Determine the number of lines in the listing below where the string "setLineDash" occurs; answer with the number alone.

**Exercise material**
%%

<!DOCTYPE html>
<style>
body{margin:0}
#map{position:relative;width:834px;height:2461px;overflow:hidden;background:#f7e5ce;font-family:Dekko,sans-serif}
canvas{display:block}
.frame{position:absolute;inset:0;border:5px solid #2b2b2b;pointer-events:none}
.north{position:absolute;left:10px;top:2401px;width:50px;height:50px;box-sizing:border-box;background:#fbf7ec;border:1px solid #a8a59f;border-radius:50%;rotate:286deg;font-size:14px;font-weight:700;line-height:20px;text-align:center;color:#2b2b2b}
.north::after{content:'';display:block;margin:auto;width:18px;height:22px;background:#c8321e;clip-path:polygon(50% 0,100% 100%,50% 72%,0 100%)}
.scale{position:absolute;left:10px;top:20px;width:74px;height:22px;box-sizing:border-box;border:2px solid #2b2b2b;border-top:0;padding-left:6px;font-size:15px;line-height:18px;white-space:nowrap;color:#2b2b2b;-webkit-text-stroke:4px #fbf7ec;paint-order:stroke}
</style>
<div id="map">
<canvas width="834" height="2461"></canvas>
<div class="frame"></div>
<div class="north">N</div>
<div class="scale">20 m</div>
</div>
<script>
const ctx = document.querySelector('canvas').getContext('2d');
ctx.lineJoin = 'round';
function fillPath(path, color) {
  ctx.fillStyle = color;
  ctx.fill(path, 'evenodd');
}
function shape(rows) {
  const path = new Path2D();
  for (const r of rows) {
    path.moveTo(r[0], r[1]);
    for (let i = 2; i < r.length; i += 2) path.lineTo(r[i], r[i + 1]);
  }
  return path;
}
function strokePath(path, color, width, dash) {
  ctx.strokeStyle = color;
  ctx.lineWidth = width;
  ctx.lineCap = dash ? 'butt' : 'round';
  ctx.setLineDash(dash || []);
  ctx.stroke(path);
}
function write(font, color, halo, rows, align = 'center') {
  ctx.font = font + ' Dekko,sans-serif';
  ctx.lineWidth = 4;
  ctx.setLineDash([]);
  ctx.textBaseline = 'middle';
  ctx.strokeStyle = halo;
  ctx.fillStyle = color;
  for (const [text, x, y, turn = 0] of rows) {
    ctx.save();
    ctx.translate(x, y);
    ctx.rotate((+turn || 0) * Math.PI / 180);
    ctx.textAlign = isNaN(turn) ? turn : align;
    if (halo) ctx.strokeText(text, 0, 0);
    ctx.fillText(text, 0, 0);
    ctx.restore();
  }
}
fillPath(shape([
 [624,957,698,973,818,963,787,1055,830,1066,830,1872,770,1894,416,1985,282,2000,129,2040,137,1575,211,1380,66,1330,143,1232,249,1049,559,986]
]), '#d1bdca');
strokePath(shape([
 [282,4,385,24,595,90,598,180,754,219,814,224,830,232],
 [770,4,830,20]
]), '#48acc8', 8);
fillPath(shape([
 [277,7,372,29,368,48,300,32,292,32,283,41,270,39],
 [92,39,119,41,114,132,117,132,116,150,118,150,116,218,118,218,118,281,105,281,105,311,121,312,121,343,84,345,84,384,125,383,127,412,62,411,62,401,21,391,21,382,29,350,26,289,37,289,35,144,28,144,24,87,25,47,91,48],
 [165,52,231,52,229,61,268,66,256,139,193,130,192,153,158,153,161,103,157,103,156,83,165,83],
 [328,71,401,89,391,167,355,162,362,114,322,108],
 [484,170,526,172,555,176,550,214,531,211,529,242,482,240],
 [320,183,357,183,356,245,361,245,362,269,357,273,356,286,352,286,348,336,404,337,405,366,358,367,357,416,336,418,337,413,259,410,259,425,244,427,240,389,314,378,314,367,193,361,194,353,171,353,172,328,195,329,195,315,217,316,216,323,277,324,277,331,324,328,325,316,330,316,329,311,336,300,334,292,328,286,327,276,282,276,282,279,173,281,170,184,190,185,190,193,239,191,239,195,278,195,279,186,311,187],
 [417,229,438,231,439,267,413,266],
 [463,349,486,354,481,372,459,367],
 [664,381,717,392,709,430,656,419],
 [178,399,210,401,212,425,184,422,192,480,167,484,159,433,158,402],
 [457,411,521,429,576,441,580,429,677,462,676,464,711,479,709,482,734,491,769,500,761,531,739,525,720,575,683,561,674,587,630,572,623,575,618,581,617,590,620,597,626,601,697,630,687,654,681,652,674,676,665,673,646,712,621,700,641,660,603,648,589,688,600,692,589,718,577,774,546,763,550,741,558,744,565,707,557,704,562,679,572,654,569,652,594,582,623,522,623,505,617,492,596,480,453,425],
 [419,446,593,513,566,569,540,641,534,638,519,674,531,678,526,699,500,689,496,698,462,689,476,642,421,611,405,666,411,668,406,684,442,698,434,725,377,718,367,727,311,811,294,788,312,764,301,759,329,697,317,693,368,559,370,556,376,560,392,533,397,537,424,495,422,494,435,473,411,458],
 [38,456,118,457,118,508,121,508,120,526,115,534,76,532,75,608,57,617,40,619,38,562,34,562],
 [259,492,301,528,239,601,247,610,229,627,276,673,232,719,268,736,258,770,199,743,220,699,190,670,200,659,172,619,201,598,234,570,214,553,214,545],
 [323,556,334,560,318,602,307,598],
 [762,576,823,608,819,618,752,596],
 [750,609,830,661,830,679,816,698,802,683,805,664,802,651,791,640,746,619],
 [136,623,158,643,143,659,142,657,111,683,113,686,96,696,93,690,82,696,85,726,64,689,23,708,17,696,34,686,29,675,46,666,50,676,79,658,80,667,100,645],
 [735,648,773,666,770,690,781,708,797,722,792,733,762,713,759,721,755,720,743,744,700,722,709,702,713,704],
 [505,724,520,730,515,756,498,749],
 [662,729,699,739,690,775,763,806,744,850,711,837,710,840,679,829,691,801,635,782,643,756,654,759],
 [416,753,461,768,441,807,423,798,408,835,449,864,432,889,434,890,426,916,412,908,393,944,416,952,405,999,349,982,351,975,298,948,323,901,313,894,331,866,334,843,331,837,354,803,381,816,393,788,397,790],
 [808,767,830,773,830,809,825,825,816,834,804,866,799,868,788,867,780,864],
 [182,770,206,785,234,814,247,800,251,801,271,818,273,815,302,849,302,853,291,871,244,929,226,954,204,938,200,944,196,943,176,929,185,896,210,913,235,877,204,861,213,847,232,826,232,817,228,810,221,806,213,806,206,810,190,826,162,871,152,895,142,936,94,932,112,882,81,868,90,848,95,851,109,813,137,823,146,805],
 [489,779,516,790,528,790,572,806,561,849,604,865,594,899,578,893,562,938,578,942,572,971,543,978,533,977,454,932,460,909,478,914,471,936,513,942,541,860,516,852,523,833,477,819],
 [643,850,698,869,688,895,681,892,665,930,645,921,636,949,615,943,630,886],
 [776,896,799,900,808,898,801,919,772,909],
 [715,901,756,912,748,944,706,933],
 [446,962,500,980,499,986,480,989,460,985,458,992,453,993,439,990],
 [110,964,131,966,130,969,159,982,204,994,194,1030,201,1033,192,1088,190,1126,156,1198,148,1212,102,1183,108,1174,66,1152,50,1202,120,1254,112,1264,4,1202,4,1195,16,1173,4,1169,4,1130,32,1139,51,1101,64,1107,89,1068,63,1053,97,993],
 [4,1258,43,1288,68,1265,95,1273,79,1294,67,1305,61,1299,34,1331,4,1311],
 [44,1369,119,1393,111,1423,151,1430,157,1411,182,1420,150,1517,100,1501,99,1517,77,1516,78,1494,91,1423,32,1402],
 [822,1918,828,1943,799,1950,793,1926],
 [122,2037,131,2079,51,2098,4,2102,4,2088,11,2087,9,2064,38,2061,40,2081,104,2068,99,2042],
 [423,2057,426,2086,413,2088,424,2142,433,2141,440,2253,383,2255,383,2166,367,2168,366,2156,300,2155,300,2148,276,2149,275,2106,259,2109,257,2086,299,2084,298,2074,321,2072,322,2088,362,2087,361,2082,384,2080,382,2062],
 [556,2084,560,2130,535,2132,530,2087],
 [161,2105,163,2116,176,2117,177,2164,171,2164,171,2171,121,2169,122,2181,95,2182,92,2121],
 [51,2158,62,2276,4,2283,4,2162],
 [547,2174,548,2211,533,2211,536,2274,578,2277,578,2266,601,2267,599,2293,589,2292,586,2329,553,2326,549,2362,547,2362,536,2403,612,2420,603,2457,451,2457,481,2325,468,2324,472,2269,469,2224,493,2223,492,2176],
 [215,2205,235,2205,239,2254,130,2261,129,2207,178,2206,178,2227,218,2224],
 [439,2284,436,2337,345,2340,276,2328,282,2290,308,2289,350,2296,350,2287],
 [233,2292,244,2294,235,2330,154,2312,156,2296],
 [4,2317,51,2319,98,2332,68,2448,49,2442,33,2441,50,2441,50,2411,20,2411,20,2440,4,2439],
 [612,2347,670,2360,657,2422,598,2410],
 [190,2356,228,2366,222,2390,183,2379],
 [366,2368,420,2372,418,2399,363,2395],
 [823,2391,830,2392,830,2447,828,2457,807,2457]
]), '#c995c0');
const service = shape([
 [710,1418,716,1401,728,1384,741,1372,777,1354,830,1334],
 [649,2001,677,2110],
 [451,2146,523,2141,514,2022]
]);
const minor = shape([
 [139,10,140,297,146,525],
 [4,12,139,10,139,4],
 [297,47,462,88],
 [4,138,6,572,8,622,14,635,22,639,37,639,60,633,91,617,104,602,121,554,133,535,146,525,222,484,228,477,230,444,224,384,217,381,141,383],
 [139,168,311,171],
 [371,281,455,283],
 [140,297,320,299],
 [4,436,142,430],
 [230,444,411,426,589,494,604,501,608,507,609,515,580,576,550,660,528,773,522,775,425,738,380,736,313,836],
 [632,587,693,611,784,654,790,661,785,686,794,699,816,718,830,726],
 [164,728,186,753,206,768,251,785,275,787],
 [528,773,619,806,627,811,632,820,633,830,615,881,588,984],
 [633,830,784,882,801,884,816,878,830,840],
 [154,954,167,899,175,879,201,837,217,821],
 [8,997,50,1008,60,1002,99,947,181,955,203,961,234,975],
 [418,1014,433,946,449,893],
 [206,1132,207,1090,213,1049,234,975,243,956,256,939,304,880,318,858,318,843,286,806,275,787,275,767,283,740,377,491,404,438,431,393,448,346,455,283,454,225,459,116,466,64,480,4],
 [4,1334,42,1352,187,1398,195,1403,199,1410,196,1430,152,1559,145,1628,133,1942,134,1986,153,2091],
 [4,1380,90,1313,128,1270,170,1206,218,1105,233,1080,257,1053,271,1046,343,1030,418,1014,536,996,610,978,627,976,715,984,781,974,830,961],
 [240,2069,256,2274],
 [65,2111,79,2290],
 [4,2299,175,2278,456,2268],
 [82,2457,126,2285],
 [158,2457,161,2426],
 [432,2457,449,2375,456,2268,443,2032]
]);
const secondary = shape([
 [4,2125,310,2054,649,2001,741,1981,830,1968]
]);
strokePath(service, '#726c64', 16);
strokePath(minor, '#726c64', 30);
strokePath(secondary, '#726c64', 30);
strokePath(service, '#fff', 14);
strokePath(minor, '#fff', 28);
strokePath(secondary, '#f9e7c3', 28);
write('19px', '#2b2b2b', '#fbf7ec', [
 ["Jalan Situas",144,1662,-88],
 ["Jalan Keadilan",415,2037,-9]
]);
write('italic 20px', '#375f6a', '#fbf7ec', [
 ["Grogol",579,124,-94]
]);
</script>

%%

**Result**
2